> WORK INSTRUCTIONS
Lines with the string "graph" must each be copied from the listing.

> SUPPLIED RECORDS
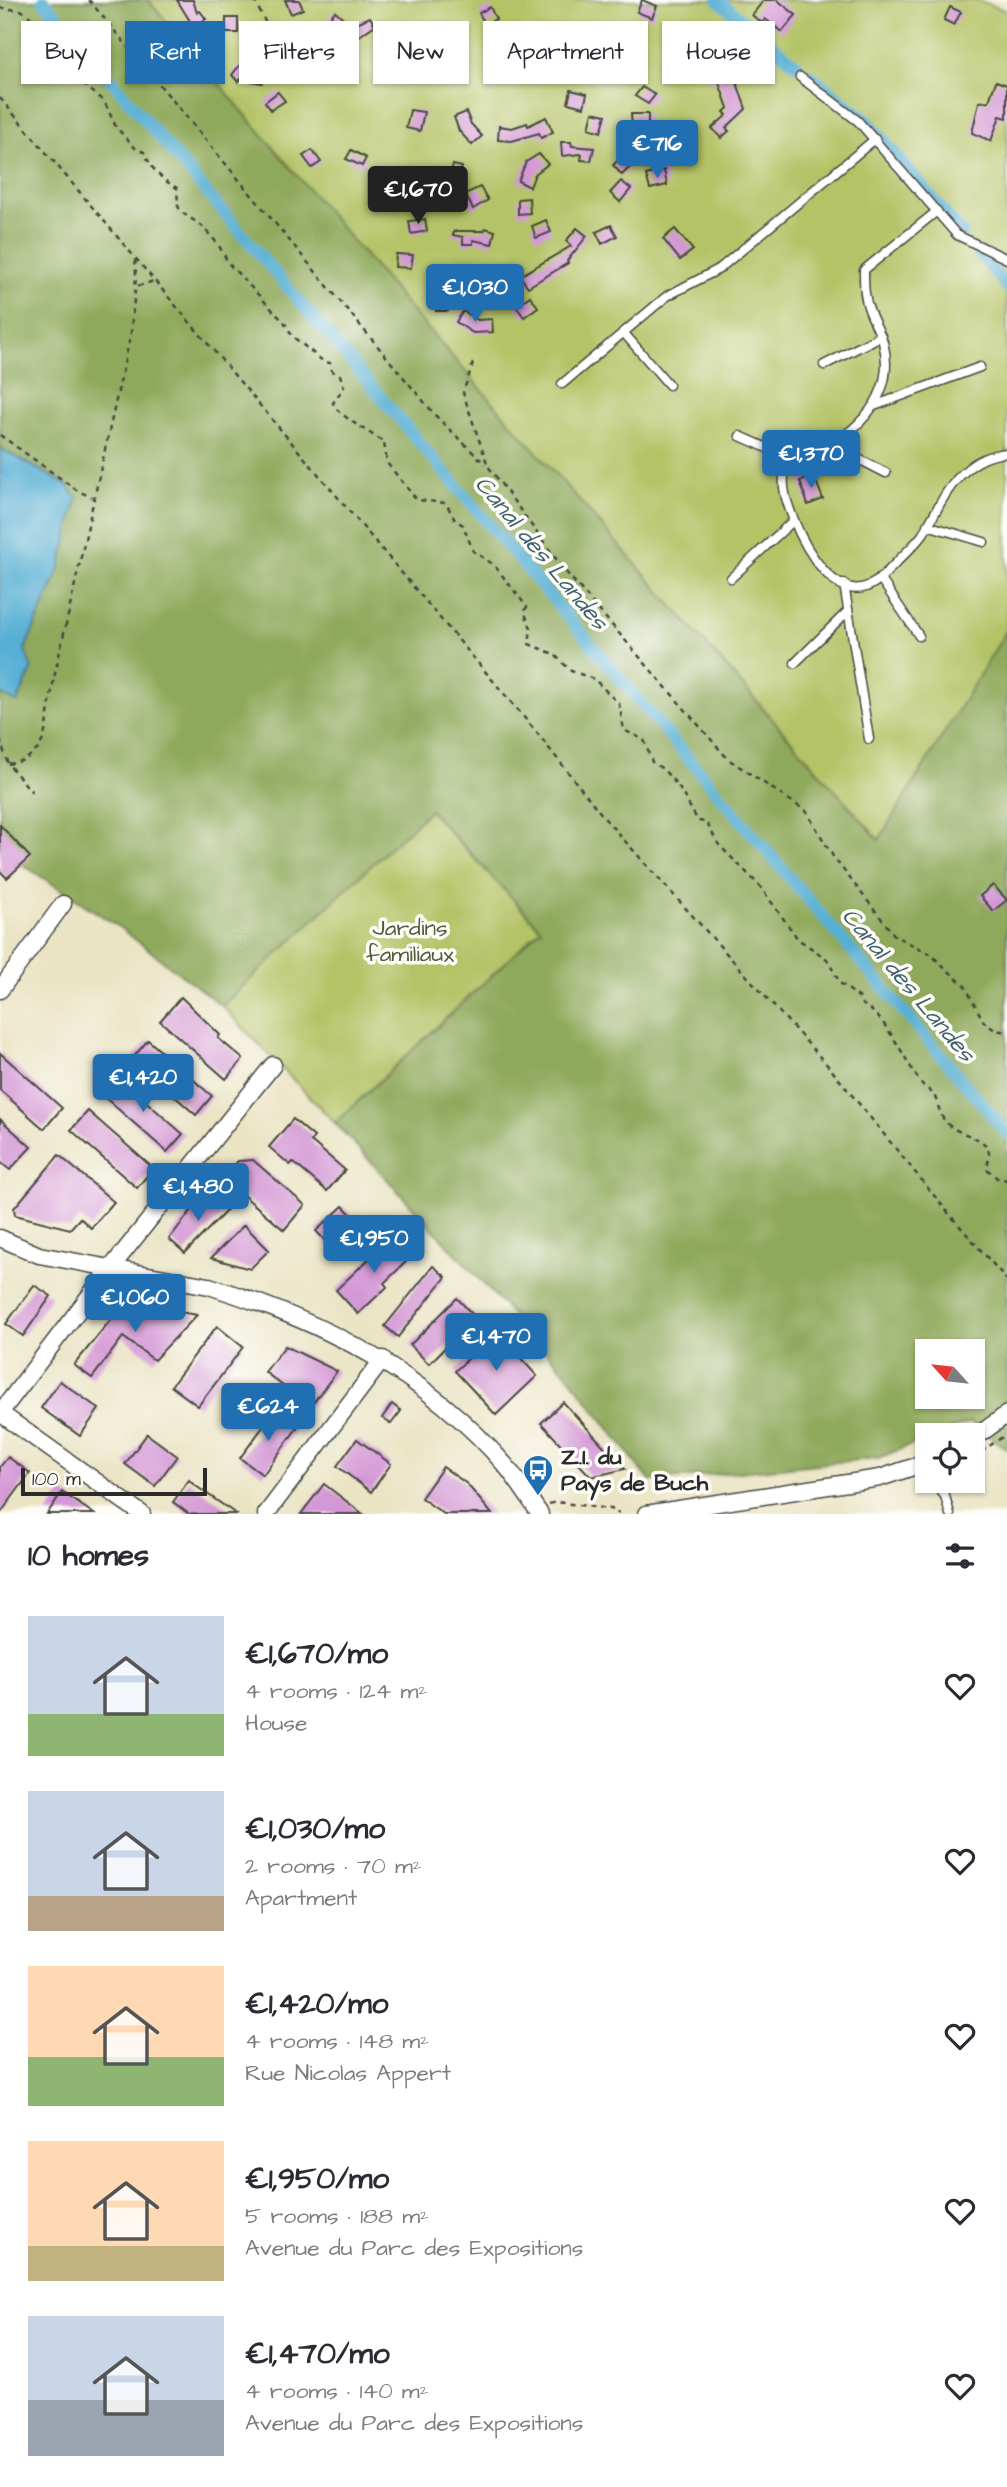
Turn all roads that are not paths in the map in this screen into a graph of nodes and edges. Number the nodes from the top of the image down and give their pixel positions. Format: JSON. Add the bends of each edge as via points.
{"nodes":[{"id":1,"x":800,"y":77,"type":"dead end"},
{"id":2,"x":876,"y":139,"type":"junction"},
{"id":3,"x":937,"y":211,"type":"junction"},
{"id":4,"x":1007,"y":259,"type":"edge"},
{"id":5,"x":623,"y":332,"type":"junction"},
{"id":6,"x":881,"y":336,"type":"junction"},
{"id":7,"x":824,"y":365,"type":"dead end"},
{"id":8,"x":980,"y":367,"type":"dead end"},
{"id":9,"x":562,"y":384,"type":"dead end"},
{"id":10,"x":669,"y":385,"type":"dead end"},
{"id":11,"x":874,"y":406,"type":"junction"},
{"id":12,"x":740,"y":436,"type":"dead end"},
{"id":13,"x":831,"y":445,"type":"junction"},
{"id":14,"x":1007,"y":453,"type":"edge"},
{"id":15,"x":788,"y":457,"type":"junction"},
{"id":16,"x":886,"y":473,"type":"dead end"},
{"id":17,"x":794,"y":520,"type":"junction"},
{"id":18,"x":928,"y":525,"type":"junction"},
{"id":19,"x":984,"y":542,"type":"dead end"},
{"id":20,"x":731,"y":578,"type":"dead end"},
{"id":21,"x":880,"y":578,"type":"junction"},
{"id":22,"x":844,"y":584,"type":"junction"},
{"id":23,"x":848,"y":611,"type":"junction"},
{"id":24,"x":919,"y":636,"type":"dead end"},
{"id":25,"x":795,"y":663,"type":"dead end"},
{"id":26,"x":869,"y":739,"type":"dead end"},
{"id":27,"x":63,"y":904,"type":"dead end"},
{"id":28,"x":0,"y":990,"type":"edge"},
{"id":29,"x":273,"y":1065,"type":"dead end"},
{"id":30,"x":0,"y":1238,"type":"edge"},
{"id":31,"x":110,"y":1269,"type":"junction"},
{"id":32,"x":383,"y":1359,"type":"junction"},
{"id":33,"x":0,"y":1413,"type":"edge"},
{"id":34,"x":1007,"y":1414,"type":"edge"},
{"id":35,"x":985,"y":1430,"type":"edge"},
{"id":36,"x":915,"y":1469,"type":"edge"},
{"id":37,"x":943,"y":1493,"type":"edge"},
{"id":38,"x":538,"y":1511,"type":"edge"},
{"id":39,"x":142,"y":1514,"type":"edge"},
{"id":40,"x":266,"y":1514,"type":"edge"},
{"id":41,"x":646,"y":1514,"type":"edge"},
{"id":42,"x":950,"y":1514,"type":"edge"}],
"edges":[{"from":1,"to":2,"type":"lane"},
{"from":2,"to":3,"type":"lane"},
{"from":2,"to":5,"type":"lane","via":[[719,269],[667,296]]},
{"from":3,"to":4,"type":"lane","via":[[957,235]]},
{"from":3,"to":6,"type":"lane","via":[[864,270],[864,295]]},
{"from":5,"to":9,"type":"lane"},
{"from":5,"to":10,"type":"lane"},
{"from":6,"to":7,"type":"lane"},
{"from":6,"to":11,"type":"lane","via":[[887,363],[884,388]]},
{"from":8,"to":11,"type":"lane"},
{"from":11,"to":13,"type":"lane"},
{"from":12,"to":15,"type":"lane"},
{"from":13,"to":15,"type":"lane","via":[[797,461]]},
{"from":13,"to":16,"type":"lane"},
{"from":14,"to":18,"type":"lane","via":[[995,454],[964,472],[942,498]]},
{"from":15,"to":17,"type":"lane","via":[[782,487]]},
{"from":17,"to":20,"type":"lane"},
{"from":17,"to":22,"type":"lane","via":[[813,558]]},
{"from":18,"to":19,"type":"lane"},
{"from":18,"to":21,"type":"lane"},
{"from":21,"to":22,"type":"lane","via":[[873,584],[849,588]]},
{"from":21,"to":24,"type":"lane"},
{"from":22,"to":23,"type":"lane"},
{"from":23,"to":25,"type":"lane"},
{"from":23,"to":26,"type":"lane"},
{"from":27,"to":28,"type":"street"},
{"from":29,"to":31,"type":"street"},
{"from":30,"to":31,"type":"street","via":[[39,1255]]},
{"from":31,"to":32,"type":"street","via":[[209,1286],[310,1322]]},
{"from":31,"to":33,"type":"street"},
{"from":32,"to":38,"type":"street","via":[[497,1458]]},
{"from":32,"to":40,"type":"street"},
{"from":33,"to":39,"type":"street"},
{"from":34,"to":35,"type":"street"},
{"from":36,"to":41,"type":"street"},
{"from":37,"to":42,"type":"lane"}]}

--

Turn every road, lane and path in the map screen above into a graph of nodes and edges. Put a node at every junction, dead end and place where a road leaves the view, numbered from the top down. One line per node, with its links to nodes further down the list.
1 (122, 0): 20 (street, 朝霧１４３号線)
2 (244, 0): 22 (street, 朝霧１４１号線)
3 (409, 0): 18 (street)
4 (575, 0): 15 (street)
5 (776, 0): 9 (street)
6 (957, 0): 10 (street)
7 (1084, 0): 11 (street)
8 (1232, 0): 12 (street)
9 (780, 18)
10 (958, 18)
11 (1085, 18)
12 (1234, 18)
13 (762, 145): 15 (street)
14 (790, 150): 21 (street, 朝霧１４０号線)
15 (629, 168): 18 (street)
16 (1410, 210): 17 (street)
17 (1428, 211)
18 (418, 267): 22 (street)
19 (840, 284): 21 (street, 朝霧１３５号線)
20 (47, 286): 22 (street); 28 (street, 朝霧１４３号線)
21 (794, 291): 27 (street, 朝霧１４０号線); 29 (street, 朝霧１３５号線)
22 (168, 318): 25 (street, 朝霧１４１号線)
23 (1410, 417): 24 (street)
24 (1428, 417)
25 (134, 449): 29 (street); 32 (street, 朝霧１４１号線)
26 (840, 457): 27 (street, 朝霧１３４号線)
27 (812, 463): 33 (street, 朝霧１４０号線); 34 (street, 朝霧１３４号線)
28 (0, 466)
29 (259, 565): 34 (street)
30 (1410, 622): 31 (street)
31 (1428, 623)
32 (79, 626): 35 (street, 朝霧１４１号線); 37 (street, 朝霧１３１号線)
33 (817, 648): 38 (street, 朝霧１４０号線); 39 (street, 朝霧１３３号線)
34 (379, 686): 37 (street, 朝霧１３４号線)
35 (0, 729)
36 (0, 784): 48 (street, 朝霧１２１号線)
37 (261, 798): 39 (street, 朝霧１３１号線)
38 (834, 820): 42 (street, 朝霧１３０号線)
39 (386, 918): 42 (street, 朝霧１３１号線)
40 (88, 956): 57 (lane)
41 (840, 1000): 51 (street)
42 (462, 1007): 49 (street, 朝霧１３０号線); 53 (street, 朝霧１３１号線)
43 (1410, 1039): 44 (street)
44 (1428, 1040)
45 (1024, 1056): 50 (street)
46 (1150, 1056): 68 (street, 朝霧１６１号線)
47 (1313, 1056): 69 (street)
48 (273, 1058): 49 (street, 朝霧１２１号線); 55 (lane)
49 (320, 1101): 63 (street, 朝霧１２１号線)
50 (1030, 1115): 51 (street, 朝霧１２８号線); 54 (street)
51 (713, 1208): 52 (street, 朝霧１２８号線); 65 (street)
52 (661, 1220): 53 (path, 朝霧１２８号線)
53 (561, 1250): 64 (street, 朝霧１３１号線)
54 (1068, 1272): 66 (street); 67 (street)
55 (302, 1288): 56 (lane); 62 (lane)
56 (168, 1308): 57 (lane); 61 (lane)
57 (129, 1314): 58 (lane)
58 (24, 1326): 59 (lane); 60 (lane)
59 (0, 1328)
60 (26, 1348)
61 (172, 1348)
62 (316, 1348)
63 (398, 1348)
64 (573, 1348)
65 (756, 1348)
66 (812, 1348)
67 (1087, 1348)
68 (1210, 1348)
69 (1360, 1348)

> WRITTEN RESPONSE
Turn all roads that are not paths in the map in this screen into a graph of nodes and edges. Number the nodes from the top of the image down and give their pixel positions. Format: JSON. Add the bends of each edge as via points.
Turn every road, lane and path in the map screen above into a graph of nodes and edges. Put a node at every junction, dead end and place where a road leaves the view, numbered from the top down. One line per node, with its links to nodes further down the list.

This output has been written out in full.